Retour sur le projet de loi n° 96 du ministre Jolin-Barette et ses répercussions pour les ordres professionnels…

Les auteurs Christiane Brizard et Guillaume François Larouche. Source : Langlois Avocats
Les auteurs Christiane Brizard et Guillaume François Larouche. Source : Langlois Avocats
Le 13 mai 2021, le ministre de la Justice et ministre responsable de la Langue française, M. Simon Jolin-Barrette, déposait le Projet de loi n° 96, Loi sur la langue officielle et commune du Québec, le français (« PL 96 »). Celui-ci a pour objet d’affirmer que la seule langue officielle du Québec est le français et que le français est la langue commune de la nation québécoise. Dans cet article, nous vous partageons nos réflexions préliminaires concernant ce projet de loi et ses effets sur les ordres professionnels au Québec.

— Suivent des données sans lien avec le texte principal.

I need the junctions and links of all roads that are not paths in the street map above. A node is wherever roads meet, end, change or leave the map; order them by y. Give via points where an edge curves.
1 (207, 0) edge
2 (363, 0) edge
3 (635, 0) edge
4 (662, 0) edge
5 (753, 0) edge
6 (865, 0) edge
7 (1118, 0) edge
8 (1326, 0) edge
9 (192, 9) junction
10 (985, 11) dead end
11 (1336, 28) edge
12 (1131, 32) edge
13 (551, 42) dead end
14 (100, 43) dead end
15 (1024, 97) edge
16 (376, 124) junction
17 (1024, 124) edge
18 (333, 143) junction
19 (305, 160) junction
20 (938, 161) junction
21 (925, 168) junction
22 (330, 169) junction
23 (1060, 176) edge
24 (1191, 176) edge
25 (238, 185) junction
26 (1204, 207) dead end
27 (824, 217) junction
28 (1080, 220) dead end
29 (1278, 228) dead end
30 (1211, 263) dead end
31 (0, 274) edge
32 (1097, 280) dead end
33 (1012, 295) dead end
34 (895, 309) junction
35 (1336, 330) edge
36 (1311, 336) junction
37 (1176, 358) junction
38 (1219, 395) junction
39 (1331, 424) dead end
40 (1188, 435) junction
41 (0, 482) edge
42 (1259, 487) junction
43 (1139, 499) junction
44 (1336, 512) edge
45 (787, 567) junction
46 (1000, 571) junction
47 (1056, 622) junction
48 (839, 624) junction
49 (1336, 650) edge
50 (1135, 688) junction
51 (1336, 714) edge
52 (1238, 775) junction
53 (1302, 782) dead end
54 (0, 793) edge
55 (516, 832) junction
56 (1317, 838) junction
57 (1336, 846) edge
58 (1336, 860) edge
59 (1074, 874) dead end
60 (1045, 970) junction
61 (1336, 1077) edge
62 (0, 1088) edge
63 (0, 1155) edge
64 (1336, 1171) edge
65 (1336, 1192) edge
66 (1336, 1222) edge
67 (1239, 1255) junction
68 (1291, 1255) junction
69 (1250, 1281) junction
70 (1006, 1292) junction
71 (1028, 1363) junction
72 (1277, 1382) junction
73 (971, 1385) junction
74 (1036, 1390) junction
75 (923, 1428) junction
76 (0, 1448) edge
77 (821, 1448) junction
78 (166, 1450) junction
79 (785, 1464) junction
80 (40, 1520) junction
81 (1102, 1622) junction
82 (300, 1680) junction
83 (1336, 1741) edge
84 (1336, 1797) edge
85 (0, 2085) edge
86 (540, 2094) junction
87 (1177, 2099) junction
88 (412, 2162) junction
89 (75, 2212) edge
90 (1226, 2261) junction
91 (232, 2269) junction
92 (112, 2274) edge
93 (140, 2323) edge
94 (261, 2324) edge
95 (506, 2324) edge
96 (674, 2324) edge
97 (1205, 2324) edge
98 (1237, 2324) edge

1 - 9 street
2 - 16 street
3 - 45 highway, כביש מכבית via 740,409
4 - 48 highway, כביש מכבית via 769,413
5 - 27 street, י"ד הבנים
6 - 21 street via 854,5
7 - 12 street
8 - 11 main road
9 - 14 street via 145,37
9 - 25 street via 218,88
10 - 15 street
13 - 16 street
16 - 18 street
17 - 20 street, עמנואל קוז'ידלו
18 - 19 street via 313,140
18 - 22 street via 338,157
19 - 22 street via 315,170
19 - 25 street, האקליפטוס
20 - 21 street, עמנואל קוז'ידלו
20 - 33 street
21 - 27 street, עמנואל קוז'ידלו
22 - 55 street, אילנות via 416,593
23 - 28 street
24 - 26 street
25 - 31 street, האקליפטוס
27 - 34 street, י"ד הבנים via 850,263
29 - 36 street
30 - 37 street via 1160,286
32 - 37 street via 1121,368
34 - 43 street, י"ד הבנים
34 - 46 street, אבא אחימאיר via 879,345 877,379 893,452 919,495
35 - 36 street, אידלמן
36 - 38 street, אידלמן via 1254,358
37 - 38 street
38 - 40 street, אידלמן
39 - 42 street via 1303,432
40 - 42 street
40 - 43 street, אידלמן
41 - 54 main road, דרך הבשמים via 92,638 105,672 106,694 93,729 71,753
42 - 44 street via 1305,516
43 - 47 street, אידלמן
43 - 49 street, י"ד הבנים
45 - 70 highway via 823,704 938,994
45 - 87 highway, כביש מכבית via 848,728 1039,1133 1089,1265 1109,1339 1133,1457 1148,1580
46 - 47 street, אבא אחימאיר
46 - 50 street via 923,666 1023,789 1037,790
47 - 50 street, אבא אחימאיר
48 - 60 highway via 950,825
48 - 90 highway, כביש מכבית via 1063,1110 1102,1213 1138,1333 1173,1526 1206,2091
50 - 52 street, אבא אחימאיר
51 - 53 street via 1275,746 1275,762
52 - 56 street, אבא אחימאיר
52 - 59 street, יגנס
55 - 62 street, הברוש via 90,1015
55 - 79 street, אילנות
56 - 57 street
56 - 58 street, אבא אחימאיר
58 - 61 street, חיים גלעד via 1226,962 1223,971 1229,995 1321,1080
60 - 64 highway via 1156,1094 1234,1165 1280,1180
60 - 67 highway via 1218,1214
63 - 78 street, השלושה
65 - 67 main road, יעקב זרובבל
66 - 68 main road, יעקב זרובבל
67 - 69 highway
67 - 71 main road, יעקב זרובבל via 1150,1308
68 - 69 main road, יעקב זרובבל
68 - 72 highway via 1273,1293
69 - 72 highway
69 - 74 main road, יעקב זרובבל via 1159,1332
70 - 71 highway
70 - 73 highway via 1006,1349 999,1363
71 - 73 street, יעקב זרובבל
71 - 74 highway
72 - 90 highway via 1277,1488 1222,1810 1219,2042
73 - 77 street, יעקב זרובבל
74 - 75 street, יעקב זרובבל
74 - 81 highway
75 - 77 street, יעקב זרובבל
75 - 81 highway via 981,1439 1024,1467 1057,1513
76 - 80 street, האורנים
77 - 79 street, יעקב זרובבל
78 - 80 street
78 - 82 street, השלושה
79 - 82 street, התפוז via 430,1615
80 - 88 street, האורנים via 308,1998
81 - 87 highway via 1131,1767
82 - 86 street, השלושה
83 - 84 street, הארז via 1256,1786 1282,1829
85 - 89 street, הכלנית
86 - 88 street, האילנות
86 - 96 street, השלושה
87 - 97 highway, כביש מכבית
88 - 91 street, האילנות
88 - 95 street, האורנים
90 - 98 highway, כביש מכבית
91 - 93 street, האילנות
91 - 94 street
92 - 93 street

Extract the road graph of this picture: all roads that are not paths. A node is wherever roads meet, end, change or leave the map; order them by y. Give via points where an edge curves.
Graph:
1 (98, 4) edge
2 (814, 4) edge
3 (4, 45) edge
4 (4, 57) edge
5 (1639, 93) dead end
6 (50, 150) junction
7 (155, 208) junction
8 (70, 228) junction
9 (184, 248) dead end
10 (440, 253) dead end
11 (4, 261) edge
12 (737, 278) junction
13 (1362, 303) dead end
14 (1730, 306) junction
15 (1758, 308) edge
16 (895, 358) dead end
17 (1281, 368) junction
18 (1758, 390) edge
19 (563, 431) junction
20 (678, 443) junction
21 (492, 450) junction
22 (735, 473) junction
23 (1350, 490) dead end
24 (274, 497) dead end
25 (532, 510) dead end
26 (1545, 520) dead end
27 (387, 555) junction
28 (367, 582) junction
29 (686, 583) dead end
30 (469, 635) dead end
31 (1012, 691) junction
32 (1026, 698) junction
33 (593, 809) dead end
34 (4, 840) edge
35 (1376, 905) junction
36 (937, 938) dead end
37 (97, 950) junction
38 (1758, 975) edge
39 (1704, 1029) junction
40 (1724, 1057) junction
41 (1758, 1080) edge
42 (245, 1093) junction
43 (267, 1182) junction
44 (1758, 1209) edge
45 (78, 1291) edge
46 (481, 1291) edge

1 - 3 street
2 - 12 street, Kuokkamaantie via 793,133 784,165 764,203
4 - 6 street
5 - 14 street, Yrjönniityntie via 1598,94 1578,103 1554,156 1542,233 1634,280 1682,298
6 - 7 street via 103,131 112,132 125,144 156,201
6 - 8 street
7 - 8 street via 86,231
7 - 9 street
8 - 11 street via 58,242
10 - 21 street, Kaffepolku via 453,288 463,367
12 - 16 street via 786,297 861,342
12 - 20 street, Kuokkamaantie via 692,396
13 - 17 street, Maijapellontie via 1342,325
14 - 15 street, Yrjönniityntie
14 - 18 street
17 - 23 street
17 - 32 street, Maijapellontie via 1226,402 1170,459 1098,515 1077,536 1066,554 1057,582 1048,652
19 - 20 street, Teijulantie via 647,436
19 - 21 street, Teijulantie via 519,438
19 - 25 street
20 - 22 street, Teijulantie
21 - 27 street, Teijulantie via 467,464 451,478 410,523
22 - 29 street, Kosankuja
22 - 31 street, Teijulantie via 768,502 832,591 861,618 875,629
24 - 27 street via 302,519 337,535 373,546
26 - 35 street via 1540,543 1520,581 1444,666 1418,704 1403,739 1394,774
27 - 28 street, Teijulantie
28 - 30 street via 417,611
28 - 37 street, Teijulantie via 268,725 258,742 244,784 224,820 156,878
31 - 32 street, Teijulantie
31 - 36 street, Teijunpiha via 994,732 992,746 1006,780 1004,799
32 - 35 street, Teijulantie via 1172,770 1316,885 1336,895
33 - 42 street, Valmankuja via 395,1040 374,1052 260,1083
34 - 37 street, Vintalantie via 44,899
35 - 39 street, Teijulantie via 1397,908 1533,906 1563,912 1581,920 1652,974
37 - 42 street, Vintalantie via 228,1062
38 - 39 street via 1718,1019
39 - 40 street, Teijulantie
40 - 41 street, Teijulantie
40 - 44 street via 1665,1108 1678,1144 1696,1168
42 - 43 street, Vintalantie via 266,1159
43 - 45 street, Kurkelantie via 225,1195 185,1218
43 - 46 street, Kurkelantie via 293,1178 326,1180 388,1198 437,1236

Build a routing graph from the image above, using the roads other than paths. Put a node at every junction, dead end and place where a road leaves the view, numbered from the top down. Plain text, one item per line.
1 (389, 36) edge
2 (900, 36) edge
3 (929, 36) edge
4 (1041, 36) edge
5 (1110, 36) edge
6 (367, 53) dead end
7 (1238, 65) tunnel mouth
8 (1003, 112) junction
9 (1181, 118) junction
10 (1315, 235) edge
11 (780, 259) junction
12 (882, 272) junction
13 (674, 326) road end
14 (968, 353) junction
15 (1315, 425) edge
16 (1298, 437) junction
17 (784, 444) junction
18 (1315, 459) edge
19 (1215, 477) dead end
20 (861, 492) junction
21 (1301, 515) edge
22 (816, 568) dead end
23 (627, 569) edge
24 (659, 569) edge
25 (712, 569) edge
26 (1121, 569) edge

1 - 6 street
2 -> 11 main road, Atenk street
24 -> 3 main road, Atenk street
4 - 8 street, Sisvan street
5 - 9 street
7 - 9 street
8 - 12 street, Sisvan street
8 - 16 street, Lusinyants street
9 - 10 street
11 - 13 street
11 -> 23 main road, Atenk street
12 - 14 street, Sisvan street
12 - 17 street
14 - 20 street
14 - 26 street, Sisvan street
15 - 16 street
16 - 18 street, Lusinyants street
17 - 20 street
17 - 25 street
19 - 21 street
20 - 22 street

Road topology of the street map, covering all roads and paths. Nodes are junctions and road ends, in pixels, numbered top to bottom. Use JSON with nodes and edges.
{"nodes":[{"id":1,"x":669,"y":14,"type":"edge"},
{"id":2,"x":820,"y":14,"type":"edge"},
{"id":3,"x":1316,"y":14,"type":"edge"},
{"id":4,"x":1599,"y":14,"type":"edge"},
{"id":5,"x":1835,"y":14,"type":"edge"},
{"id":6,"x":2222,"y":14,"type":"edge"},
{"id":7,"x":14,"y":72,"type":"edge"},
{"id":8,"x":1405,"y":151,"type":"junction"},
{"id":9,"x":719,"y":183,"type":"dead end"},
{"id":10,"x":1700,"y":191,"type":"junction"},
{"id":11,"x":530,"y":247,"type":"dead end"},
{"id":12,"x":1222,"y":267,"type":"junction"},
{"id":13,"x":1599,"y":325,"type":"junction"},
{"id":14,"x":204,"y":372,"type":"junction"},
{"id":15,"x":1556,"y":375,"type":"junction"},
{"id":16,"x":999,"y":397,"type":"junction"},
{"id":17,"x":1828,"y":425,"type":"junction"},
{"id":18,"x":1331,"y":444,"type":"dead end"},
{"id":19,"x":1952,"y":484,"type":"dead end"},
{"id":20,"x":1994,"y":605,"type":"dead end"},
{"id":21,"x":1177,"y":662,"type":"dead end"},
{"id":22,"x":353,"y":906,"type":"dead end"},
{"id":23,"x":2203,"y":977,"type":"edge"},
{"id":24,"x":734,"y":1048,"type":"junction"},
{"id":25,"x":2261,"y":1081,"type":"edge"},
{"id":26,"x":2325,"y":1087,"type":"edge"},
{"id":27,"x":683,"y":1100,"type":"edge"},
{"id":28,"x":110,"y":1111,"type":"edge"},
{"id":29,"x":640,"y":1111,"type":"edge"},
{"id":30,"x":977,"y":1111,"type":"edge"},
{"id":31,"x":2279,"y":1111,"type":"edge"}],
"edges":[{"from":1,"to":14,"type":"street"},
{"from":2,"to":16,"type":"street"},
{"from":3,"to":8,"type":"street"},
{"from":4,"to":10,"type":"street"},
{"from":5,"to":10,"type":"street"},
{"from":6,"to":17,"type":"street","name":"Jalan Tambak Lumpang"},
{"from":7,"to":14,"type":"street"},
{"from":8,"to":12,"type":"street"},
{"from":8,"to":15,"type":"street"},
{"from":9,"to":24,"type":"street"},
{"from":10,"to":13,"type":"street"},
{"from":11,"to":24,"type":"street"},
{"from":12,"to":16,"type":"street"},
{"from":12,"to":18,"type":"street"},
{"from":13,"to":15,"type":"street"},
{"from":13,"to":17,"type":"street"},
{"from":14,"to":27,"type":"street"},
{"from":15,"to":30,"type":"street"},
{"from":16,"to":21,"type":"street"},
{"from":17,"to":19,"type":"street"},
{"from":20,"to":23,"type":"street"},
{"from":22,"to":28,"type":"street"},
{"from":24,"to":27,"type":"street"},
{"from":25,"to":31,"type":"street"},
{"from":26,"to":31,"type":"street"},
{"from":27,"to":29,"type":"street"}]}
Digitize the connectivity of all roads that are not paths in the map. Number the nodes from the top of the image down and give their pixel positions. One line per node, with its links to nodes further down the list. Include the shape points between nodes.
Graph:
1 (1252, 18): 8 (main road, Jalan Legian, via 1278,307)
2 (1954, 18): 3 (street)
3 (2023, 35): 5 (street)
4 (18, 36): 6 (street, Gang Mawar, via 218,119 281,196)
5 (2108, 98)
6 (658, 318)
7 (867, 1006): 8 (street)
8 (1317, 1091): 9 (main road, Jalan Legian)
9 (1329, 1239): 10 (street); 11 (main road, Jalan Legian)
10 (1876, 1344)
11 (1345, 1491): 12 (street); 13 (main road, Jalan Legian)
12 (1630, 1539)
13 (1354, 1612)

Au regard des modifications proposées par le PL 96, trois grandes préoccupations pourraient concerner les ordres professionnels au Québec :

#Le respect des droits des membres des ordres professionnels issus de la communauté anglophone;
#La poursuite de la protection du public dans l’application des nouvelles dispositions; et
#Ne pas ajouter de lourdeurs administratives aux ordres professionnels et à leurs membres.

Le PL 96 prévoit le droit d’être informé et servi en français au Québec 1. Le projet de loi prévoit maintenant la nécessité pour une entreprise offrant des biens ou des services de respecter le droit du consommateur d’être informé et servi en français. De surcroît, l’entreprise offrant des biens et des services à un public autre que des consommateurs doit le faire en français d’entrée de jeu.

Mesure phare du gouvernement de M. François Legault, le projet de loi très attendu propose des modifications législatives dans de nombreux secteurs d’activités de l’État et de la société québécoise. Bien que le projet de loi ait été perçu comme constituant principalement une réforme de la Charte de la langue française (« Charte » ou « Loi 101 »), le PL 96 propose des modifications à plusieurs autres textes législatifs et réglementaires, notamment les dispositions applicables aux ordres professionnels contenus dans la Charte et dans le Code des professions.

En ce qui concerne le système professionnel au Québec, le PL 96 précise l’encadrement applicable aux ordres professionnels et à leurs membres concernant l’utilisation du français, notamment en obligeant ces derniers à maintenir une connaissance appropriée du français à l’exercice de leur profession.

Les ordres devront entre autres se pencher sur les moyens à leur disposition pour évaluer la connaissance du français par leurs membres.

Par ailleurs, le projet de loi viendra apporter des modifications substantielles quant à l’utilisation du français et d’autres langues dans plusieurs textes, documents et actes relatifs à la législation et à la justice.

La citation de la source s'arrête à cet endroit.